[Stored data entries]
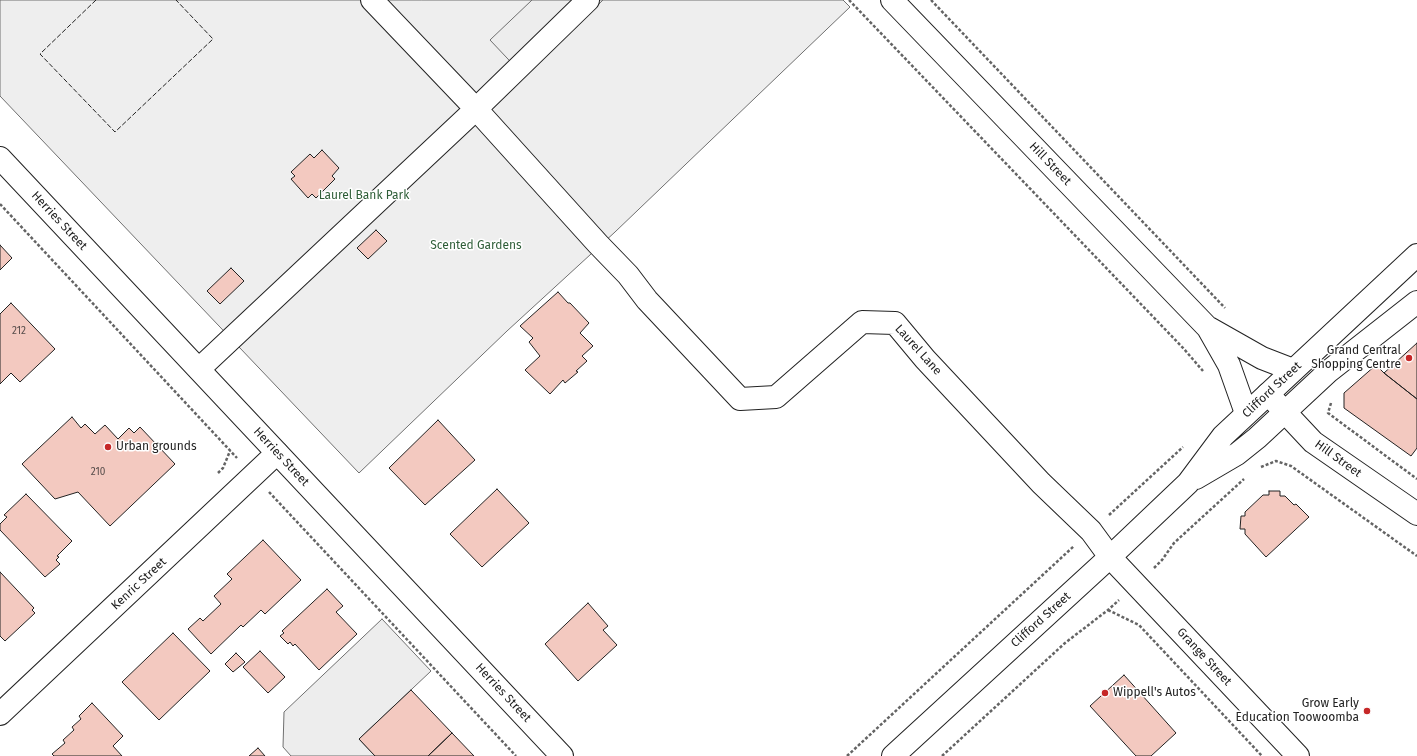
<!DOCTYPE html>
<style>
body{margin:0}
canvas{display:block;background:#fff}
</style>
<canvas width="1417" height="756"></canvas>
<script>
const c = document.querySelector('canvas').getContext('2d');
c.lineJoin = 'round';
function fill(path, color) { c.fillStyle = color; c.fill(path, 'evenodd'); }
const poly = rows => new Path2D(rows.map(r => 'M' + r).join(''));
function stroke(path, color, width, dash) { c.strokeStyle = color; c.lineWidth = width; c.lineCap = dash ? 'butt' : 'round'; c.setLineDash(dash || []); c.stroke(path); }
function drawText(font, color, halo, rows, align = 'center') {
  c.font = font + ' "Fira Sans",sans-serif'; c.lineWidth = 3; c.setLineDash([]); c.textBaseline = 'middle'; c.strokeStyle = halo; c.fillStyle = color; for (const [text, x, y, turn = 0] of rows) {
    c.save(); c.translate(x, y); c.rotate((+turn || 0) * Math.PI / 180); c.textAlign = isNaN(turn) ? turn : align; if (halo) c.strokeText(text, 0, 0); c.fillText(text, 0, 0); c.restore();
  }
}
const green = poly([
 [0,0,843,0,850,7,615,232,507,331,359,473,0,96,0,0]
]);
fill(green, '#eee');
stroke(green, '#6f6f6f', 1);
const parking = poly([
 [532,0,603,0,524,76,490,40,532,0],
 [382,619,431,671,359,739,375,756,291,756,283,747,284,712,382,619]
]);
fill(parking, '#ededed');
stroke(parking, '#6f6f6f', 1);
const building = poly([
 [322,150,339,168,332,176,335,179,316,198,312,194,308,198,291,179,295,176,291,172,310,154,314,158,322,150],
 [376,230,387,241,368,259,357,248,376,230],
 [0,245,12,258,0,270,0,245],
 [231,268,244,281,220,304,207,291,231,268],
 [558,292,568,303,570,303,589,323,580,333,593,346,582,356,587,361,576,371,578,372,565,383,563,380,550,394,525,370,540,356,529,342,533,338,520,326,558,292],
 [11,303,55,349,20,382,11,373,0,384,0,314,11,303],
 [1417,343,1417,399,1384,373,1417,343],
 [1376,365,1384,373,1417,399,1417,448,1411,456,1344,408,1344,393,1376,365],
 [72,417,81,428,85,424,95,434,105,425,118,439,129,428,134,433,140,427,175,464,110,526,78,492,55,499,22,464,72,417],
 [438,420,475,460,425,505,389,468,438,420],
 [497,489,529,523,482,567,450,534,497,489],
 [1269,491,1280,491,1280,496,1285,496,1294,505,1296,504,1309,517,1266,557,1245,534,1245,529,1240,529,1241,516,1245,516,1245,512,1263,495,1269,495,1269,491],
 [26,494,72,541,57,556,59,557,56,560,60,564,45,577,0,530,0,524,7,517,4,515,26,494],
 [263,540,301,580,265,614,261,610,243,627,241,625,211,654,188,629,200,618,203,621,221,604,214,596,232,579,227,574,263,540],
 [0,572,34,608,32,610,35,613,5,641,0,636,0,572],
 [327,589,343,606,336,612,357,634,319,670,295,644,293,646,290,642,288,644,280,636,284,633,282,631,327,589],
 [588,603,608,626,603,630,617,645,578,681,545,644,588,603],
 [173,633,210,671,159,720,122,682,173,633],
 [260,651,285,677,268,693,243,667,260,651],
 [236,653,245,662,233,672,225,664,236,653],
 [1124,675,1176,733,1151,756,1136,756,1090,706,1124,675],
 [411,690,452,733,428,756,375,756,359,739,411,690],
 [92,703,123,736,113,746,122,756,54,756,52,754,65,743,63,740,74,730,72,727,81,719,79,716,92,703],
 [452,733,474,756,428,756,452,733],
 [258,748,265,756,249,756,258,748]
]);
fill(building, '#f3c9c0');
stroke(building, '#222', 1);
const street = poly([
 [372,0,476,109,598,244,628,275,647,300,740,399,776,397,862,322,895,323,925,359,1041,483,1091,531,1110,557,1298,756],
 [892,0,1208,328,1229,365,1246,413],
 [1209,328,1262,358,1293,370],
 [199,369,476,109,588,0],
 [1268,394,1313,442,1417,514],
 [0,714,277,453]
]);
const secondary = poly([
 [0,158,562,756],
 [1196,478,1237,454,1257,438,1329,371,1417,302],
 [893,756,1110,557,1188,483,1223,436,1417,255]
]);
stroke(street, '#222', 24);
stroke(secondary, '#222', 24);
stroke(poly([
 [849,0,1184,349,1203,371],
 [931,0,1225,308],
 [0,204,237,458],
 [1331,403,1328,413,1417,479],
 [1261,467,1276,461,1291,466,1417,556],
 [218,473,223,468,230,451],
 [269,492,516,756],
 [1109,515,1183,447],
 [1154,568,1162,560,1174,543,1244,479],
 [1108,610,1139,625,1262,756],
 [847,756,1074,546],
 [942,756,1065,643,1108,610,1119,600]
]), '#646464', 2.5, [3, 2]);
stroke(street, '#fff', 22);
stroke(secondary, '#fff', 22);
stroke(poly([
 [96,0,40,54,115,132,213,39,176,0]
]), '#222', 1, [5, 2]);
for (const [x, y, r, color] of [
 [1409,358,4,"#c62828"],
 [108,447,4,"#c62828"],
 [1105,693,4,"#c62828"],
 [1367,711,4,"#c62828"]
]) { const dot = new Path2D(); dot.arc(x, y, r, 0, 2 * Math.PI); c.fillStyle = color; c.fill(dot); stroke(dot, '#fff', 1.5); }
drawText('10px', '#564c4a', null, [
 ["212",19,331],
 ["210",98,472]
]);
drawText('12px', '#222', '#fff', [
 ["Hill Street",1050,164,46],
 ["Herries Street",59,221,47],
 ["Laurel Lane",918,350,48],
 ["Clifford Street",1272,390,-43],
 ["Herries Street",281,457,47],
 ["Hill Street",1338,459,36],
 ["Kenric Street",139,584,-43],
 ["Clifford Street",1041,620,-42],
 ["Grange Street",1204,657,47],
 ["Herries Street",503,693,47]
]);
drawText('12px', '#2f5e38', '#fff', [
 ["Laurel Bank Park",364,196],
 ["Scented Gardens",476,246]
]);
drawText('12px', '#222', '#fff', [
 ["Grand Central",1401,351],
 ["Shopping Centre",1401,365],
 ["Urban grounds",116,447,"left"],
 ["Wippell's Autos",1113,693,"left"],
 ["Grow Early",1359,704],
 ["Education Toowoomba",1359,718]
], 'right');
</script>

▶ **Work task**: Which lines above contain the word "setLineDash"? Copy all of them.

▶ **Written solution**:
function stroke(path, color, width, dash) { c.strokeStyle = color; c.lineWidth = width; c.lineCap = dash ? 'butt' : 'round'; c.setLineDash(dash || []); c.stroke(path); }
  c.font = font + ' "Fira Sans",sans-serif'; c.lineWidth = 3; c.setLineDash([]); c.textBaseline = 'middle'; c.strokeStyle = halo; c.fillStyle = color; for (const [text, x, y, turn = 0] of rows) {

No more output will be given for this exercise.